There’s a story. When ants face a river they can’t cross, the rank-and-file wrap their queen at the center, a black ball rolling like a storm cloud. The outer ones drown, the queen survives, and the colony passes like a dark raft.
That was exactly what Ling faced.
Several tentacles twisted together, sealing the core one without a gap, coils tight as rope. They formed a bigger limb, then punched through the green shield. The outer layers died like burnt leaves; the inner one got through.
A pitch-black tentacle, knobs rough as old stone, lunged at Ling. Her face stayed cool as winter glass. She lifted her right hand, green mana coiling around her palm like ivy, and set it in the tentacle’s path.
Despite its high intelligence, it never thought to swerve. Maybe it judged that small hand harmless. It charged like a brute and slammed into Ling’s delicate palm.
Mana climbed from her petite palm to its surface, webbing it in a blink. Bright green lines etched across it like glowing vines under moonlight.
“Die.”
Voice-activated magic—you gotta have it.
The green lines pulsed crimson, and the tentacle shattered like clay. Black, turbid fluid splashed out like ink on snow.

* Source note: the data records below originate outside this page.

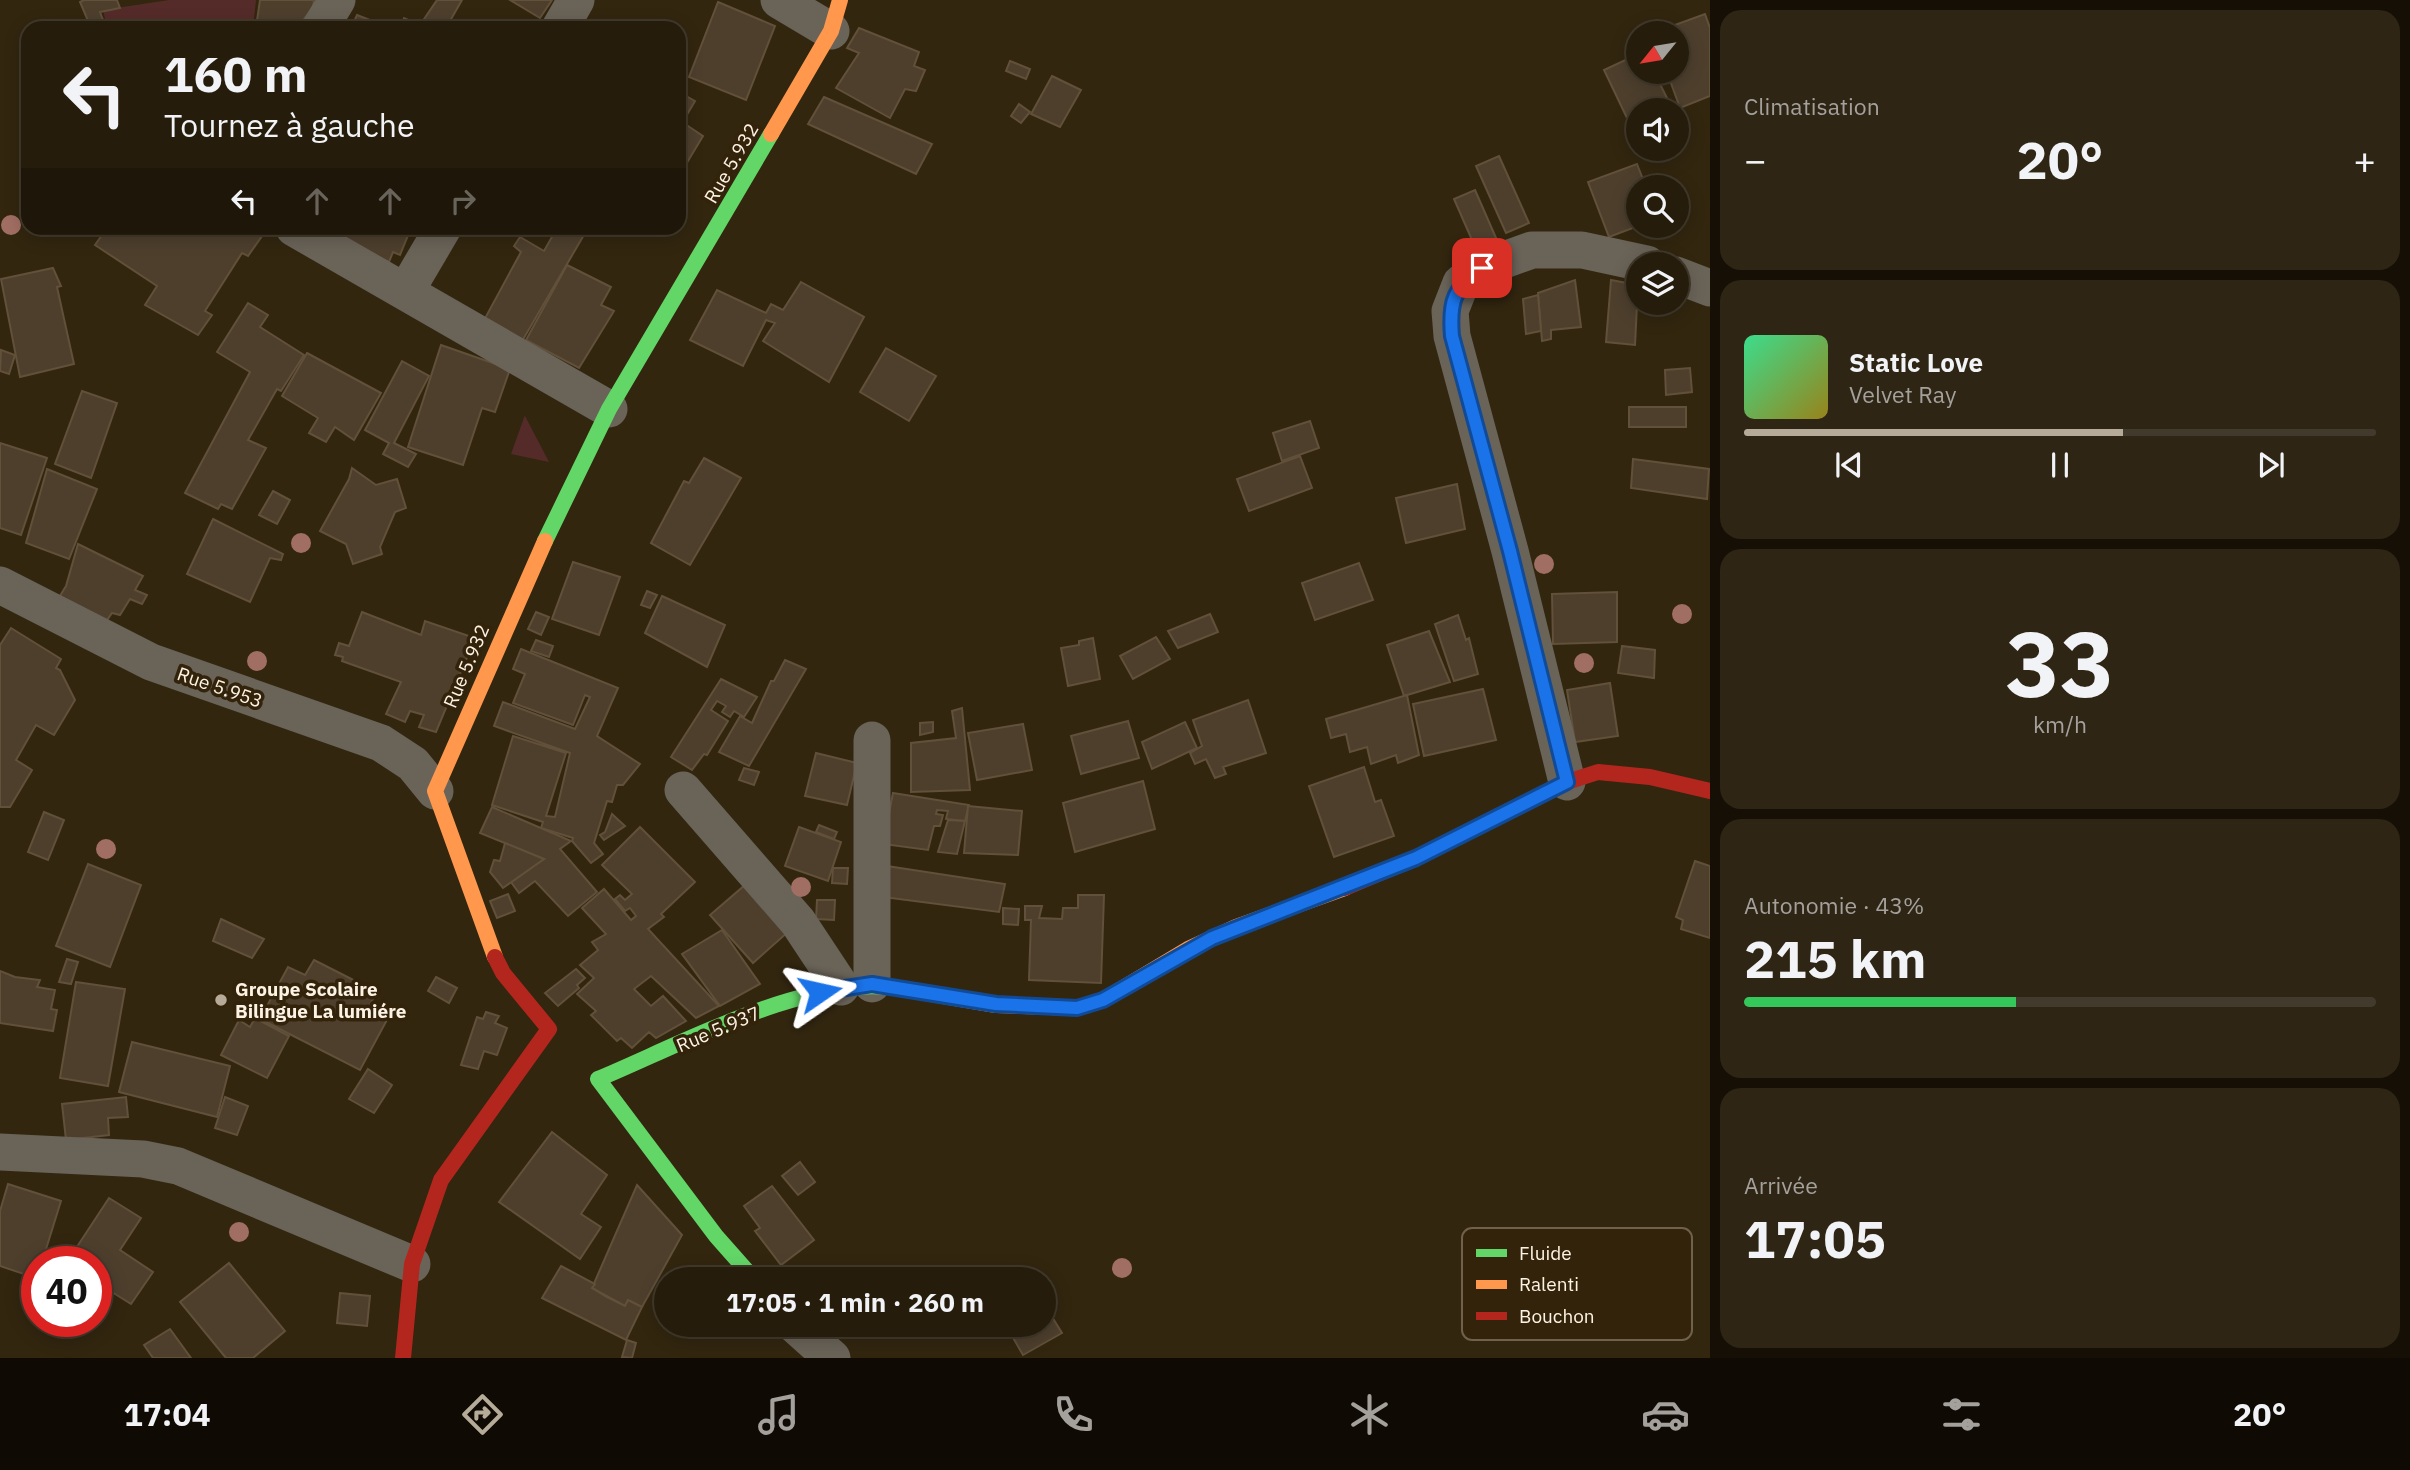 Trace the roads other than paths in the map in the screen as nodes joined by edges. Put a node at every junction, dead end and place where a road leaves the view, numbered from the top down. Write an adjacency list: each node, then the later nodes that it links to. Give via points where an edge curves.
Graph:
1 (337, 0): 5 (street)
2 (576, 0): 6 (street)
3 (779, 0): 4 (street)
4 (836, 15): 13 (street, Rue 5.932)
5 (324, 21)
6 (564, 21)
7 (306, 235): 12 (street)
8 (439, 235): 12 (street)
9 (1626, 259): 16 (street, via 1582,250 1532,250 1482,268 1461,284 1450,311 1452,336)
10 (1689, 280): 11 (street)
11 (1710, 288)
12 (406, 291): 13 (street)
13 (609, 408): 18 (street, Rue 5.932, via 522,587)
14 (0, 585): 18 (street, Rue 5.953, via 151,662 380,743 412,764)
15 (872, 740): 20 (street)
16 (1567, 782): 19 (street, Rue 5.937, via 1598,772 1650,777); 20 (street, Rue 5.937, via 1416,858 1212,938 1103,1000 1077,1008 996,1004)
17 (683, 790): 20 (street)
18 (435, 791): 22 (street, via 486,940 503,973 549,1028 441,1180)
19 (1710, 791)
20 (856, 985): 23 (street, Rue 5.937, via 779,1003 598,1079)
21 (0, 1152): 22 (street, via 143,1159 178,1166)
22 (412, 1264): 25 (street)
23 (743, 1267)
24 (808, 1337): 26 (street)
25 (403, 1358)
26 (832, 1358)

Good thing clever Ling had laid a thin protective film over herself, a clear skin like dew. The liquid never touched her. If it had, she might have sworn to wipe out every creature that grew tentacles, like a cleansing fire.
The others saw one of their own breach the green shield. They didn’t care about dying; they copied at once, courage wild as wolves. Some even “innovated”: spirals like conch shells, drill tips like augers, and one tied up like a Chinese knot.
Sin Ling was wasting their talent by not entering these mad geniuses in a contest; their ideas spun like fireworks.
Ready, the geniuses rushed into the dome like arrows from a war bow.
Ling watched the flood of tentacles. She felt no grand emotion, only a clear, sharp wish like a knife of ice. She wanted to string Sin Ling up like a lantern and spank her, hard, and keep going until the willow branches begged for mercy.